# How to Use pandas explode to Transform List Columns into Rows

> Easily transform pandas list columns into rows with DataFrame explode. Learn how to vectorize expansion and manage your index efficiently.

- Repository: [pandas/pandas](https://github.com/pandas-dev/pandas)
- Tags: how-to-guide
- Published: 2026-02-16

---

**Use `DataFrame.explode()` to expand list-like elements into separate rows, delegating to `Series.explode()` for vectorized expansion while preserving or resetting the index via the `ignore_index` parameter.**

The `pandas explode` operation is essential for normalizing semi-structured data where columns contain lists or arrays. According to the pandas-dev/pandas source code, this method efficiently transforms each element of a list-like column into its own row without Python-level loops, leveraging optimized NumPy or Arrow buffer operations under the hood.

## How pandas explode Works Internally

### Entry Point in DataFrame.explode

In [`pandas/core/frame.py`](https://github.com/pandas-dev/pandas/blob/main/pandas/core/frame.py) at line 13177, `DataFrame.explode` serves as the high-level entry point. This method validates that the target columns exist and are compatible with explosion—checking for object, list-like, or extension array dtypes. It orchestrates the transformation by calling `Series.explode` on each specified column.

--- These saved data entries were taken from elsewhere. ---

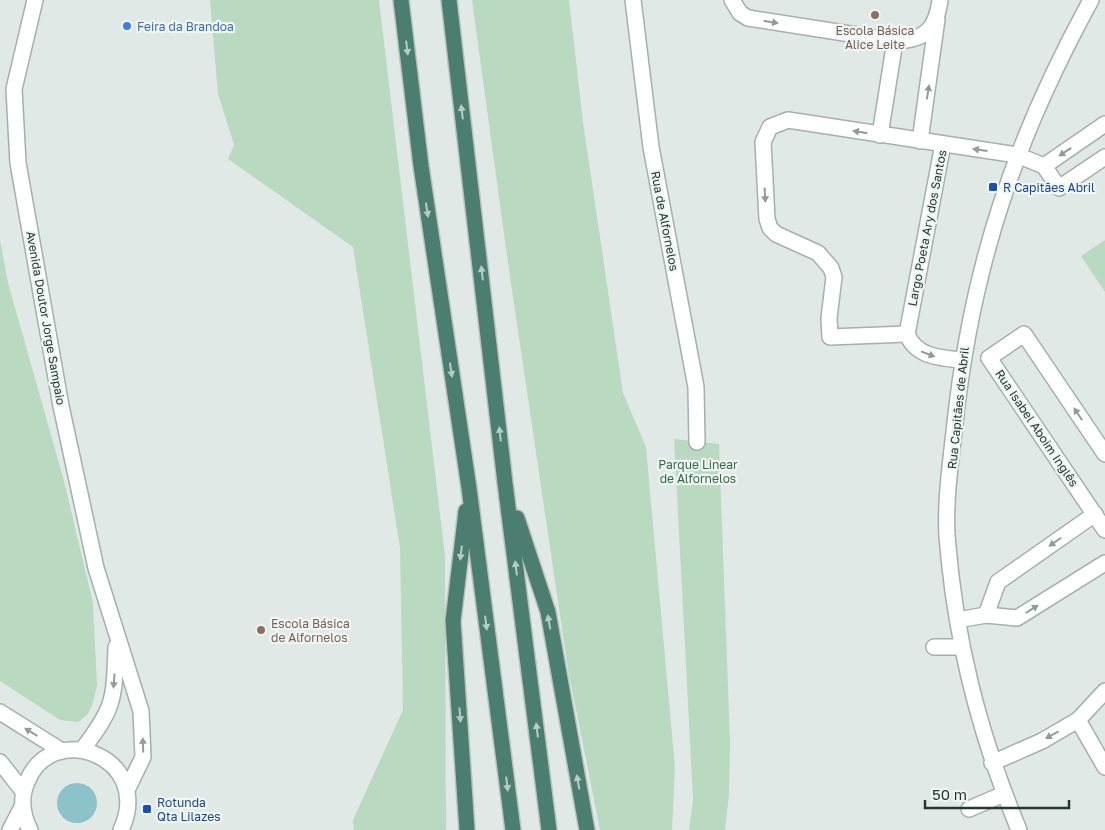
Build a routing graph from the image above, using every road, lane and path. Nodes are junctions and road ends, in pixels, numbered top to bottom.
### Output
1 (35, 0) edge
2 (401, 0) edge
3 (449, 0) edge
4 (633, 0) edge
5 (732, 0) edge
6 (940, 0) edge
7 (1091, 0) edge
8 (938, 19) junction
9 (895, 40) junction
10 (1105, 124) edge
11 (880, 134) junction
12 (920, 140) junction
13 (943, 144) junction
14 (1018, 155) junction
15 (1105, 157) edge
16 (1044, 166) junction
17 (907, 334) junction
18 (963, 356) junction
19 (989, 358) junction
20 (697, 442) dead end
21 (1105, 454) edge
22 (505, 483) junction
23 (469, 488) junction
24 (1094, 514) junction
25 (1105, 530) edge
26 (1105, 563) edge
27 (986, 615) junction
28 (958, 620) junction
29 (116, 633) junction
30 (961, 646) junction
31 (934, 648) dead end
32 (1105, 691) edge
33 (0, 712) edge
34 (1078, 720) junction
35 (82, 750) junction
36 (62, 751) junction
37 (0, 762) edge
38 (992, 763) junction
39 (1105, 767) edge
40 (127, 790) junction
41 (23, 791) junction
42 (1004, 794) junction
43 (22, 807) junction
44 (969, 809) dead end
45 (10, 830) edge
46 (30, 830) edge
47 (121, 830) edge
48 (467, 830) edge
49 (513, 830) edge
50 (549, 830) edge
51 (587, 830) edge
52 (1019, 830) edge

1 - 29 street, Avenida Doutor Jorge Sampaio
2 -> 23 highway
22 -> 3 highway
4 - 20 street, Rua de Alfornelos
5 -> 9 street
6 - 8 street
7 - 14 street, Rua Capitães de Abril
8 - 9 street
12 -> 8 street
9 - 11 street
10 -> 16 street
11 - 12 street, Largo Poeta Ary dos Santos
11 -> 17 street, Largo Poeta Ary dos Santos
12 - 13 street, Largo Poeta Ary dos Santos
14 -> 13 street
13 - 17 street, Largo Poeta Ary dos Santos
14 - 16 street
14 - 18 street, Rua Capitães de Abril
15 - 16 street
17 -> 18 street
18 - 19 street
18 - 28 street, Rua Capitães de Abril
21 -> 19 street, Rua Isabel Aboim Inglês
19 - 24 street, Rua Isabel Aboim Inglês
50 -> 22 highway
51 -> 22 highway
23 -> 48 highway
23 -> 49 highway
24 - 25 street, Rua Isabel Aboim Inglês
24 -> 27 street
27 -> 26 street
27 - 28 street
28 - 30 street, Rua Capitães de Abril
29 -> 35 street, Avenida Doutor Jorge Sampaio
40 -> 29 street, Avenida Doutor Jorge Sampaio
30 - 31 street
30 - 38 street, Rua Capitães de Abril
32 - 34 street
36 -> 33 street
34 -> 38 street
34 - 39 street
35 - 36 street
35 - 40 street
36 - 41 street
37 - 41 street
38 - 42 street, Rua Capitães de Abril
40 - 47 street
41 - 43 street
42 - 44 street
42 - 52 street, Rua Capitães de Abril
43 - 45 street
43 - 46 street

### Core Logic in Series.explode

The heavy lifting occurs in [`pandas/core/series.py`](https://github.com/pandas-dev/pandas/blob/main/pandas/core/series.py) at line 4531 within `Series.explode`. This implementation expands each list-like element while preserving the original index for each generated row. When `ignore_index=True` is passed, it generates a new monotonic integer index instead of preserving the original.

### Arrow Optimization for Large Datasets

For Arrow extension arrays, the implementation in [`pandas/core/arrays/arrow/accessors.py`](https://github.com/pandas-dev/pandas/blob/main/pandas/core/arrays/arrow/accessors.py) at line 463 provides a specialized path. This delegates to Arrow's native vectorized `explode` operations, which process data directly on Arrow buffers without converting to NumPy, yielding significant performance gains for large datasets.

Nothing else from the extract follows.